**WHAT TO PRODUCE:**
Look through the entries below and return all lines including the word "Watch".

Data extracted from a collection
┌──

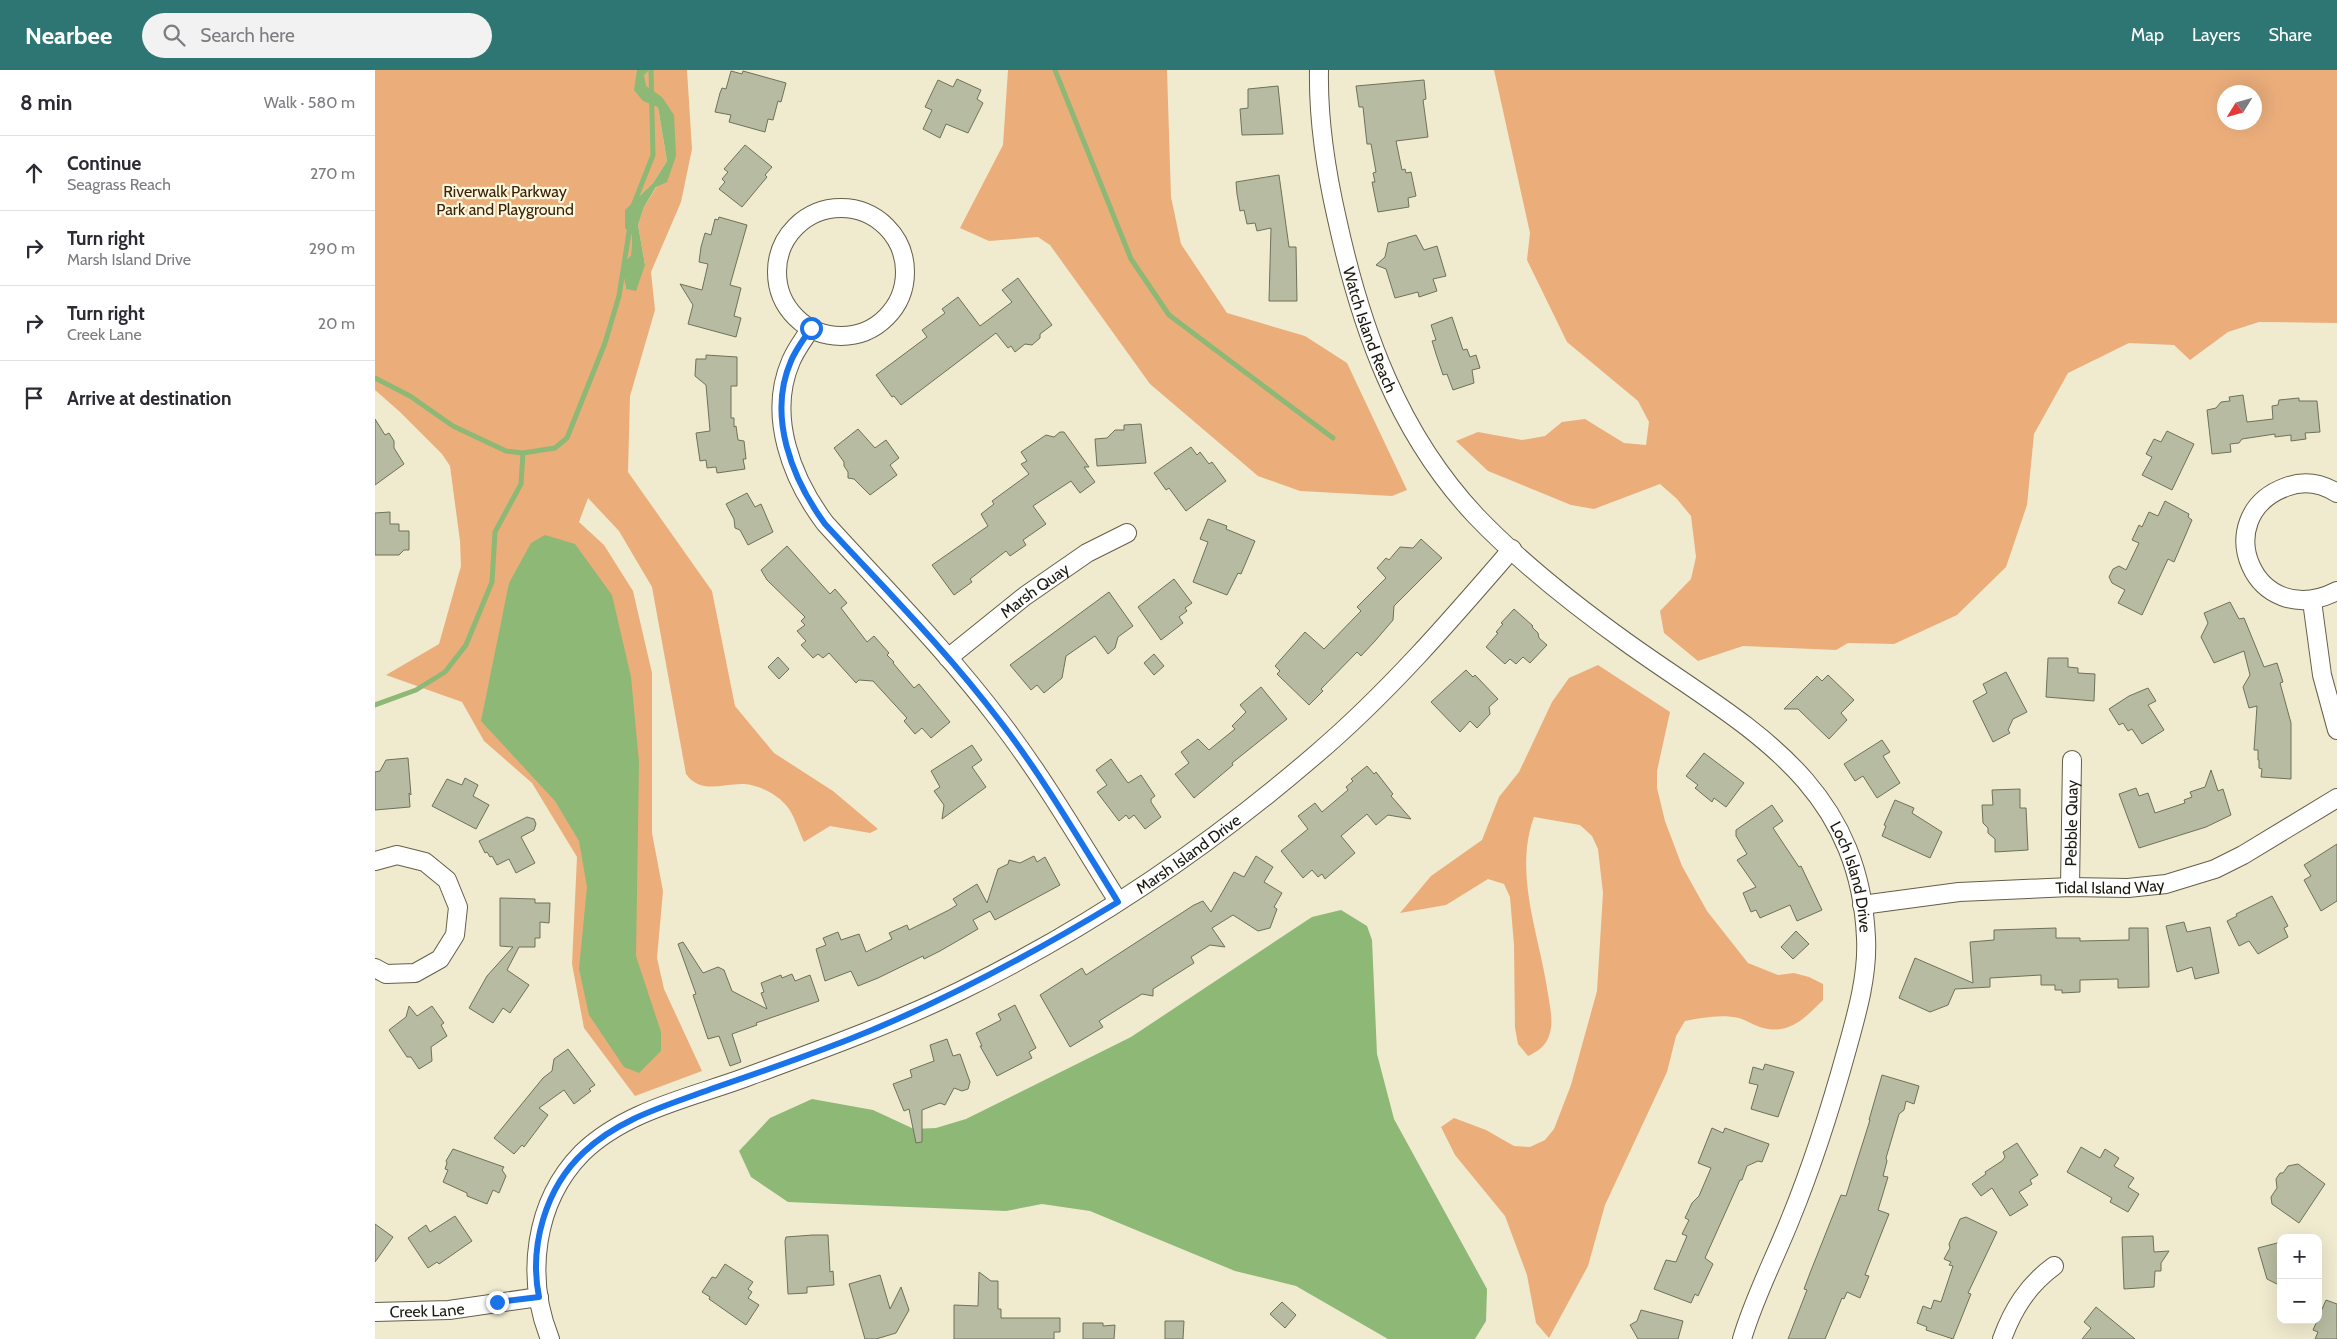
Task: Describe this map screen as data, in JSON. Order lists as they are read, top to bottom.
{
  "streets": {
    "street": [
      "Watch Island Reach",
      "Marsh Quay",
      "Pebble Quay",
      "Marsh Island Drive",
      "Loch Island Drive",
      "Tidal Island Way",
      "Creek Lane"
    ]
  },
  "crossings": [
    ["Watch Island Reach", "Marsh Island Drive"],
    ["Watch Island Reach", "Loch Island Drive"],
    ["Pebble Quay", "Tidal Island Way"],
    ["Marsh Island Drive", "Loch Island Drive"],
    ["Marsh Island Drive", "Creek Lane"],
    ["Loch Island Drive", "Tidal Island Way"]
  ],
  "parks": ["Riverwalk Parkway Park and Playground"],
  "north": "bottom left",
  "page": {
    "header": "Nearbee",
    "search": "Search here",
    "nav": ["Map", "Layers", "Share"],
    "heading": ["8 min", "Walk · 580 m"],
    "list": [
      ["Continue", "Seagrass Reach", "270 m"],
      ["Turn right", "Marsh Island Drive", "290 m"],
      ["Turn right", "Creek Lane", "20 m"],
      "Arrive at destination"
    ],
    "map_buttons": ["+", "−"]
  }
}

└──

**SOLVED PROBLEM:**
      "Watch Island Reach",
    ["Watch Island Reach", "Marsh Island Drive"],
    ["Watch Island Reach", "Loch Island Drive"],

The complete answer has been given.